Devon. Digital Elevation Map
Landmap Project via Internet Archive.
The whole terrain is highly explicable geologically: see the geological map of Devon. As far as the Teign, the road is crossing Carboniferous sandstones, and the escaprment is the edge of the outcrop of Dartmoor granite. It's so handily reachable from Exeter that we'll definitely go back to walk there some time.

As the DEM (left) shows, Devon is extremely hilly, with rapid elevation changes. The flood plain of the Exe (Exeter is the yellow dot) is about the only moderately large flat part of Devon.

- Ray

Friday, 24 June 2011

The wreck of the Tehwija

Wayland Wordsmith just had an interesting post - The wreck of the schooner 'Viga' - about an account in Pulman's Weekly of a shipwreck off Exmouth in 1907.  Apologies to WW for poaching the topic, but I can fill in the details with a Nautical Magazine account I managed to hack from Google Books snippet view. The copyright's a bit "grey", but it's an article that would otherwise just languish in the archives.

The Wreck of the Tehwija
by Anne Walsingham

TWO pictures on a "jumble" stall at a recent Exmouth fete attracted the attention of two young children, who bought them for a penny each and took them proudly home to their father. He was surprised to find that they were photographs, nearly fifty years old, of one of the most famous wrecks in Exmouth's sea-faring history — the Norwegian vessel Tehwija which was smashed to pieces off Orcombe Point on October 10, 1907.

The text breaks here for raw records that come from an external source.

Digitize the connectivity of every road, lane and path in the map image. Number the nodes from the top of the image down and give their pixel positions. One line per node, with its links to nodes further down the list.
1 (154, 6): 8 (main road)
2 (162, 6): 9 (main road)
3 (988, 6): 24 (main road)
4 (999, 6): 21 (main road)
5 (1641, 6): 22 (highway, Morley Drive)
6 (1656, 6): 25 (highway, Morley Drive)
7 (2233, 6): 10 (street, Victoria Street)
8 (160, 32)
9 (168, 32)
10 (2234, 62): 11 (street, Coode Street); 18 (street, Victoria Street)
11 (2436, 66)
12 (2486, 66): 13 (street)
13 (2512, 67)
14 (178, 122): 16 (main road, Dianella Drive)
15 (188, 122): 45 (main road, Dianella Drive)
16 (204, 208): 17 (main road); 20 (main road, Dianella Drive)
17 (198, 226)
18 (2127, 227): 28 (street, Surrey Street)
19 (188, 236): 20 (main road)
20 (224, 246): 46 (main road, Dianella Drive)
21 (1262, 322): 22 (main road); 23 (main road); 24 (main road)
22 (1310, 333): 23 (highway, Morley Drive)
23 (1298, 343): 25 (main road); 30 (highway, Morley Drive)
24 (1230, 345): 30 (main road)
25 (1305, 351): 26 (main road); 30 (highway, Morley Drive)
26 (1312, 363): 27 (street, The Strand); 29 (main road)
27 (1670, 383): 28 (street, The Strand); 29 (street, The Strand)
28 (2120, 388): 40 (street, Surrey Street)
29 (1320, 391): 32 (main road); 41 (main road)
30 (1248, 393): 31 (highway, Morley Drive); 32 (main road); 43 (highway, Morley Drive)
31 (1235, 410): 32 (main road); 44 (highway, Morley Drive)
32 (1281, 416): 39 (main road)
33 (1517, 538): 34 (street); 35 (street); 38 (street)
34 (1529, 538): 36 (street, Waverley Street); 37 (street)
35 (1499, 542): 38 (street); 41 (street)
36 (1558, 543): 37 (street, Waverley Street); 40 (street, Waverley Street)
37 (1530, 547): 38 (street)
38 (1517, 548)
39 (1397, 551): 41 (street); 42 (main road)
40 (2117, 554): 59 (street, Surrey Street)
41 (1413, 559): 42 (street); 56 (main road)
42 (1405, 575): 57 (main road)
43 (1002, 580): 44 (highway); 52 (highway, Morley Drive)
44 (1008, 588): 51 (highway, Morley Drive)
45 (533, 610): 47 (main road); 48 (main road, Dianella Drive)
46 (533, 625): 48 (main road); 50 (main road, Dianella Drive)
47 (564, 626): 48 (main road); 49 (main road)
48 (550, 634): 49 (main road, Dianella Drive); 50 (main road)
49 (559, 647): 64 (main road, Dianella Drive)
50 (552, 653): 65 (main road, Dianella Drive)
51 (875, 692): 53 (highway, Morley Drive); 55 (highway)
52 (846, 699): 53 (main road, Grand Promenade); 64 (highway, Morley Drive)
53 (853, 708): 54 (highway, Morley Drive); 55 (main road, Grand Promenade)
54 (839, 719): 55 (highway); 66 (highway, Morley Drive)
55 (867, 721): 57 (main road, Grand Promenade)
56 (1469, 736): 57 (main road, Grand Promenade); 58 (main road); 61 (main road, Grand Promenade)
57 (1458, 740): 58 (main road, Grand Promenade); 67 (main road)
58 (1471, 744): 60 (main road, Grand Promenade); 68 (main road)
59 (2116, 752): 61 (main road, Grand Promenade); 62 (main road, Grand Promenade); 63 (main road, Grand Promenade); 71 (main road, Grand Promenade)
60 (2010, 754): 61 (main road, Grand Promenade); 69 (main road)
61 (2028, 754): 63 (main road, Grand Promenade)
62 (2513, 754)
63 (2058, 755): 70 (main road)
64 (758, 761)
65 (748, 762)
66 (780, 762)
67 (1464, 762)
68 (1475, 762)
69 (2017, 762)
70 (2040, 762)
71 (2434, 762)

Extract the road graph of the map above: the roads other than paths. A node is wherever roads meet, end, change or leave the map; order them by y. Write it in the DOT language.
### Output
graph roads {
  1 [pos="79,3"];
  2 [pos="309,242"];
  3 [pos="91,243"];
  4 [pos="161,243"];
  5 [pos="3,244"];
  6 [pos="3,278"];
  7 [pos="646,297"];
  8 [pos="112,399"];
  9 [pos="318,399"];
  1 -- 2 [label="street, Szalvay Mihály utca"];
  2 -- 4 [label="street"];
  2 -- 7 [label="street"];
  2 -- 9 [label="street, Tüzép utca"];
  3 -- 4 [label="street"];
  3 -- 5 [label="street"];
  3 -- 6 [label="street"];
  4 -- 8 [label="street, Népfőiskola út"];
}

She was a three-masted Russian schooner and two months previously Uno Baarman and his crew of seven had loaded a cargo of deal battens and boards at their home port of Hango in Finland. They left Hango on August 29, and battled through the Baltic in variable weather, with head winds and occasional fog. Early on the morning of September 14 a freshening wind and a stronger current set the ship towards the land, and for the safety of his crew, his ship and her cargo, Captain Baarman was forced to put into Mingo for shelter. Here they stayed for a week, till the bad weather subsided a little, and a tug was hired to take the Tehwija out to sea.

On her course once again, she struck more variable winds in the North Sea and English Channel, but made good headway. Arriving off Exmouth about 4 pm on October 9, Captain Baarman signalled for a pilot. Then began a nightmare which the older members of Exmouth Lifeboat crew discuss today. With the wind freshening from the SE, Captain Baarman waited nearly two hours for a pilot, but the weather was so bad that it was impossible for the little pilot boat to put out. With the sails close reefed, Captain Baarman headed the Tehwija for the open sea, away from the towering, red cliffs and the vicious rocks. The winds and the seas grew worse throughout the night, and when a wild grey dawn broke, the Tehwija was already drifting towards the land.

At 9 am Captain Baarman again set course for the Exmouth bar, and once more signalled for the pilot. He and his crew stood anxiously waiting with both anchors ready to let go; they stared out over the heaving waters around the Pole Sands and Maer Rocks. Somewhere on board was a little creature even more terrified than the men — Captain Baarman's little Pomeranian dog. By now conditions were so bad that neither pilot nor tug could reach the straining vessel. It was impossible to discern the entrance to the Exmouth channel — had Captain Baarman attempted to cross the treacherous seas around the Pole Sands, it would have meant certain death for him and his crew. Fighting for her life, the Tehwija drifted towards the shore.
...
Both anchors were dropped, and for two hours there was a short respite. Then, without warning, the port anchor chain snapped, and instantly the ship headed toward the breakers. As the men hoisted the distress signal she struck the sand — her rudder smashed. Within minutes she had a strong list to windward and the heavy seas were lifting her cargo and pounding it back on her decks. So fierce was the wind that in less than an hour more than half her deck cargo was washed away, and for hundreds of yards the beach beneath the cliffs was strewn with planks.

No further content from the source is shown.